Kontinuität, Innovation und Zukunftsorientierung kann nur erzielt werden, wenn dem Nachwuchs eine Chance gegeben wird und die Altersstruktur des Betriebes gehalten werden kann. Daher gibt es für BIS Blohm+Voss Inspection Service GmbH als Tochtergesellschaft der Blohm+Voss GmbH nur eine konsequente Schlussfolgerung: Weiterhin Lehrlinge ausbilden und es diesen jungen Nachwuchskräften ermöglichen, nach erfolgreichem Lehrabschluss sich langfristig an ihre Firma zu binden.

So wurden auch im Jahr 2003 wieder zwei Auszubildende eingestellt. Christoph Wimmel (li.) und Manuel Naedler leisten zurzeit Ihre "Grundausbildung" in der Lehrwerkstatt der Blohm+Voss GmbH ab, wo Grundkenntnisse in der Metallbe- und verarbeitung, der Elektrotechnik, der Konstruktionslehre und der Verbindungstechnik (Schweissausbildung) vermittelt werden.

Die Lehrzeit beträgt inzwischen 3,5 Jahre und die Berufsbezeichnung hat sich vom Werkstoffprüfer (Physik) zum Werkstoffprüfer (Metalltechnik) gewandelt.

Grundvorrausetzung für diesen Lehrberuf ist der Nachweis der medizinischen Tauglichkeit, u.a. in bezug auf die Sehfähigkeit incl. des Farbsehvermögens und auf die Einsatzfähigkeit zum Umgang mit Röntgen- und ionisierenden Strahlen.
An der Berufsschule G1 in Hamburg werden die jungen Auszubildenden im Blockunterricht gemeinsam mit den Metallbauern zwei Jahre ausgebildet, danach erfolgt für die späteren Werkstoffprüfer eine Zusatzschulung in Material- und Werkstoffkunde und in der Anwendung von zerstörenden und zerstörungsfreien Werkstoffprüfmethoden.

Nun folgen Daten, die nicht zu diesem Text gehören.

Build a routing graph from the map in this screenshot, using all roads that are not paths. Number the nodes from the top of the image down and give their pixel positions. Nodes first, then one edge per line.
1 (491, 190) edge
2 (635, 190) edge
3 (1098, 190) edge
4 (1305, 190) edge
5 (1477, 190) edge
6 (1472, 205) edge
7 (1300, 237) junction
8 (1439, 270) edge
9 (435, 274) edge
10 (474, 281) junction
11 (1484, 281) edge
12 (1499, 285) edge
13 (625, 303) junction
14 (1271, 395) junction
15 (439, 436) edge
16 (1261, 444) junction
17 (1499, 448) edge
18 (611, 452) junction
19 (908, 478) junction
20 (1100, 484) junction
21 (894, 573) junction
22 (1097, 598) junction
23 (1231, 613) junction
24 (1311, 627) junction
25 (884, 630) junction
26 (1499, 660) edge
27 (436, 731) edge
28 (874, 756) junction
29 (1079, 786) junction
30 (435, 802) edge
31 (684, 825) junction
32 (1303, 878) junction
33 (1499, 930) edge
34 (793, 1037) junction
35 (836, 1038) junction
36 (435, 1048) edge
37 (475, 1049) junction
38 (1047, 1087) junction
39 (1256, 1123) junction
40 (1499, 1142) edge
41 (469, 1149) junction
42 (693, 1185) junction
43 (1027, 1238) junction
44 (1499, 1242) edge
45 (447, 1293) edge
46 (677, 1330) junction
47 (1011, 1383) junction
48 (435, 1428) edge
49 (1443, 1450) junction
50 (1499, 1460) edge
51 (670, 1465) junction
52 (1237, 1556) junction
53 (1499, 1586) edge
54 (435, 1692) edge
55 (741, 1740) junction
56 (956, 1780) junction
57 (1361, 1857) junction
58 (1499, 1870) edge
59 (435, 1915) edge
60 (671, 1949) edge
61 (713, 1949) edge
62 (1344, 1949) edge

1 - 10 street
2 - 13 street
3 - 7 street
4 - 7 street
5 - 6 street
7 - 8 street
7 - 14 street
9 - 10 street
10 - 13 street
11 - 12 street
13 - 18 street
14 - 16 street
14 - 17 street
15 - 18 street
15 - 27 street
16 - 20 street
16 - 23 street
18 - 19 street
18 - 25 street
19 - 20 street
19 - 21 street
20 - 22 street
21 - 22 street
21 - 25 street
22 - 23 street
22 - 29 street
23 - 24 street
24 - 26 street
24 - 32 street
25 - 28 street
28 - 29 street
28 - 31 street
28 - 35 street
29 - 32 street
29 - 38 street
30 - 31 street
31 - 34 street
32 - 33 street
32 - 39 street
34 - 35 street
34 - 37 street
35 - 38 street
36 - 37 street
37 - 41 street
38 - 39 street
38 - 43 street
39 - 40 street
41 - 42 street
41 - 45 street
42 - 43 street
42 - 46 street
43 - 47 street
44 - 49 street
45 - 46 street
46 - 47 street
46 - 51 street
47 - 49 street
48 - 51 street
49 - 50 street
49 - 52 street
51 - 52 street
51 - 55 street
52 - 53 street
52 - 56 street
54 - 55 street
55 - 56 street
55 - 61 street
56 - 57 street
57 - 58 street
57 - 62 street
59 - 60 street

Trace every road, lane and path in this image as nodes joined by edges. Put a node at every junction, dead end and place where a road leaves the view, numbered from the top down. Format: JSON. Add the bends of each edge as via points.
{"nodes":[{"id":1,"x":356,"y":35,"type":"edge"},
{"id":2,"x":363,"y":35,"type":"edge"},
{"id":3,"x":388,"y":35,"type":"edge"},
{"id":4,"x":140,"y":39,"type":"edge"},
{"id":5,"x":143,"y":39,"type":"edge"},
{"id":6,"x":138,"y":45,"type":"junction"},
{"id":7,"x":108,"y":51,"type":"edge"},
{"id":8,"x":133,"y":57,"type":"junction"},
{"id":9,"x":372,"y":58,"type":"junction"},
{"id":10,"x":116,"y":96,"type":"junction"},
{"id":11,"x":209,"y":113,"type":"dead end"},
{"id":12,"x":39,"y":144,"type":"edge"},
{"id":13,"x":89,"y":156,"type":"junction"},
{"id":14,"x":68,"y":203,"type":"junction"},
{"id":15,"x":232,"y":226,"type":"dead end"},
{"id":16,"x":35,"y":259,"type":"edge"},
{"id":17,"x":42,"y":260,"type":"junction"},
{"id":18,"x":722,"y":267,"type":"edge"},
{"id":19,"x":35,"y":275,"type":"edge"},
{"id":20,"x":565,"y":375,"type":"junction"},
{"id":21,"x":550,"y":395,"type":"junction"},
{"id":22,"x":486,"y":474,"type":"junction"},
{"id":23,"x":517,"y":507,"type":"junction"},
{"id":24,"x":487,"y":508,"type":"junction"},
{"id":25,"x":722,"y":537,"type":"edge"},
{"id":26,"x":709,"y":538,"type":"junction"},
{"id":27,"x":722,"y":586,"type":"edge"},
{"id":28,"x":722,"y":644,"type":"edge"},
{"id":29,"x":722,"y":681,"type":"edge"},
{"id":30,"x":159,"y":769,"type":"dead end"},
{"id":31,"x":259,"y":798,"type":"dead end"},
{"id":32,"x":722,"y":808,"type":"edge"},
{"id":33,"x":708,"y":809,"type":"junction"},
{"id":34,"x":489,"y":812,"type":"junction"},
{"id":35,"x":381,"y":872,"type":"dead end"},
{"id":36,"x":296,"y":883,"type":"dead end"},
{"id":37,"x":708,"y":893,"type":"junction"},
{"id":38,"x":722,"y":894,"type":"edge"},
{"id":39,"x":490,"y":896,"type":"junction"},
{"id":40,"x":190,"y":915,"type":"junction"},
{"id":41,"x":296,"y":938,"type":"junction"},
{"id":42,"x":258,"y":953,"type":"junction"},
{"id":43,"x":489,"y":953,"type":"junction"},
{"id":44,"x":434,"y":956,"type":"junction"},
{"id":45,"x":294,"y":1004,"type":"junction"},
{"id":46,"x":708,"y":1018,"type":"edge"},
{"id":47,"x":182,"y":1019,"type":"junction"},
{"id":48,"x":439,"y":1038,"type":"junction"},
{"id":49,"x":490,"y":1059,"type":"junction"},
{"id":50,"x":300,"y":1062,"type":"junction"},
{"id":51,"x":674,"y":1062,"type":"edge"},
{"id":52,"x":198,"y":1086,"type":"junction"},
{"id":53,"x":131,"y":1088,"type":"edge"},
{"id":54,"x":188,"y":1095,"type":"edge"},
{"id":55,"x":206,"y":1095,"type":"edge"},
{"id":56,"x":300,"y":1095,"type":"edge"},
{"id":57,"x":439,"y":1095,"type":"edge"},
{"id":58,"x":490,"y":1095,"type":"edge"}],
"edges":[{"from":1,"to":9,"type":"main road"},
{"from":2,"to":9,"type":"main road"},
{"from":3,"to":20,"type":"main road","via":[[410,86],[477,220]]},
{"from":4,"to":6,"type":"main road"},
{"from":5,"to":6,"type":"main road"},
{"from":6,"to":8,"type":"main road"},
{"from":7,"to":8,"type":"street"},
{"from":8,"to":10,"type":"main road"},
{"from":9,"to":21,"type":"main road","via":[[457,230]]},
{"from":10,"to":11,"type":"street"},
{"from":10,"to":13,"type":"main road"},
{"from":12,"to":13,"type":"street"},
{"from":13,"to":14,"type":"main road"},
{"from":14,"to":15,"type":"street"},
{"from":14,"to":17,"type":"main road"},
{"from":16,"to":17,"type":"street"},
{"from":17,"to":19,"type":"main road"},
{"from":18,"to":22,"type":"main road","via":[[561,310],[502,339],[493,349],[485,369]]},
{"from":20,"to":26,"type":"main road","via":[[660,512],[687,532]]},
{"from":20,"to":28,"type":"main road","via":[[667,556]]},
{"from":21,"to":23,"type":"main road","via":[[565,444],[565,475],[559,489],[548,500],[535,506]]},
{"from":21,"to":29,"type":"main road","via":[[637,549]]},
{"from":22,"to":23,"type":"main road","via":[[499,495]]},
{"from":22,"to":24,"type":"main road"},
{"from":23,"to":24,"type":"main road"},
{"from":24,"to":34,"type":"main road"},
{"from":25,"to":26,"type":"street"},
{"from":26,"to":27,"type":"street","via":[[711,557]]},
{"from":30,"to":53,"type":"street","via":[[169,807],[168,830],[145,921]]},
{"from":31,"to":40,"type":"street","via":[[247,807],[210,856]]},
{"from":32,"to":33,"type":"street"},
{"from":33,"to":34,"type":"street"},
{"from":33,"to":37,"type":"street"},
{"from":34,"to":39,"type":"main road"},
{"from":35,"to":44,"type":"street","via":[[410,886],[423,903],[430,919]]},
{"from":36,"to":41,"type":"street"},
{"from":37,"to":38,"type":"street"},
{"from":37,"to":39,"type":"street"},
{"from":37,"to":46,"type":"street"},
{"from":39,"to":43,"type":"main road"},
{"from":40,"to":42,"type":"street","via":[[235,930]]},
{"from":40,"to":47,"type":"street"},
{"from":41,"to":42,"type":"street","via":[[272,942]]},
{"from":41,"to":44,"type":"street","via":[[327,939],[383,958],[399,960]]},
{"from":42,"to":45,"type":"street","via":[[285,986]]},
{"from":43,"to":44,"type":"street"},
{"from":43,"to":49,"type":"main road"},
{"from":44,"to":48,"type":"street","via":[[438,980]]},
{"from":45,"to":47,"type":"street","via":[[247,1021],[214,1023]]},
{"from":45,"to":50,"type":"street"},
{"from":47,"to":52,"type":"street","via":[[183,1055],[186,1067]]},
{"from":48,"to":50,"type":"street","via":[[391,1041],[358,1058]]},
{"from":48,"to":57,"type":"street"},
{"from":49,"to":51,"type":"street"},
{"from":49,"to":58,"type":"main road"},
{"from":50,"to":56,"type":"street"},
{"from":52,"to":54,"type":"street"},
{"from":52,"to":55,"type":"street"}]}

Im Zuge der Ausbildung werden Zwischenprüfungen abgelegt, um den aktuellen Kenntnisstand zu ermitteln. Die Abschlussprüfung erfolgt durch die Handelskammer Hamburg.
Durch die aktive Mitarbeit der BIS GmbH im Prüfungsausschuss und die Unterstützung der Handelskammer bei Berufsfragen zum Werkstoffprüfer (Metalltechnik), ist eine erfolgreiche Zusammenarbeit zwischen Industrie, Berufsschule und Handelskammer gelungen.

handelskammer-zertifikat.gif Da nicht alle Lehrinhalte allein von der Lehrfirma (z.B. Metallografie) vermittelt werden können, wurde eine Kooperation zwischen verschiedenen Industrieunternehmen in und um Hamburg vereinbart.
Der Lehrinhalt der Ausbildung sieht vor, dass die Auszubildenden in Lehrgängen bei der DGZfP* die Qualifikation in Ultraschall- und Röntgenprüfung jeweils in Stufe I, in der Prüfung nach dem Eindring- und Magnetstreuflussverfahren in Stufe II erlangen.

Die Tätigkeit des Werkstoffprüfers setzt eine hohe Bereitschaft zur Mobilität und Flexibilität voraus, d.h. nahezu jederzeit und an jedem Ort einsetzbar zu sein. Der Grundsatz time is money hat auch für die Tätigkeiten des Werkstoffprüfers eine hohe Bedeutung. An einem Schiff oder Flugzeug muss häufig unmittelbar nach dem Festmachen oder der Landung die erforderlichen Prüfungen durchgeführt werden.



"Ad hoc"-Einsätze auf Passagierschiffen in Halifax oder am Flugzeug in Rio de Janeiro sind zwar nicht immer der Alltag, zeichnen aber das Unternehmen und die Mitarbeiter aus, das komplexe Prüftätigkeiten kurzfristig und erfolgreich ausgeführt werden können.

Zusatzausbildungen in der Schweiss- und Überwachungstechnik sind weitere Bausteine für den Werkstoffprüfer bei seinem weiteren Werdegang. Durch die Zertifizierung der Mitarbeiter nach DIN EN 473 ist eine wiederkehrende Überprüfung seiner fachlichen Kenntnisse vorgeschrieben, dies erfolgt jedoch nur in wenigen Industriesparten. Doch bei dem hohen Entscheidungsgrad und der geforderten fachlichen Kompetenz ist eine permanente Überprüfung seiner Qualifikation erforderlich.
Der Werkstoffprüfer (Metalltechnik) ist durch seine umfassende metallkundliche Ausbildung in allen metallverarbeitenden Industrien und bei einer Zusatzqualifikation auch in der Kunststoff- und faserverbund verarbeitenden Industrie einsetzbar.
Wir gratulieren unseren Jubilaren und wünschen Ihnen und unseren neuen Berufseinsteigern weiterhin viel Freude am Beruf und immer einen Klecks Koppelmittel unterm Prüfkopf.

*) Deutsche Gesellschaft für zerstörungsfreie Prüfung e.V.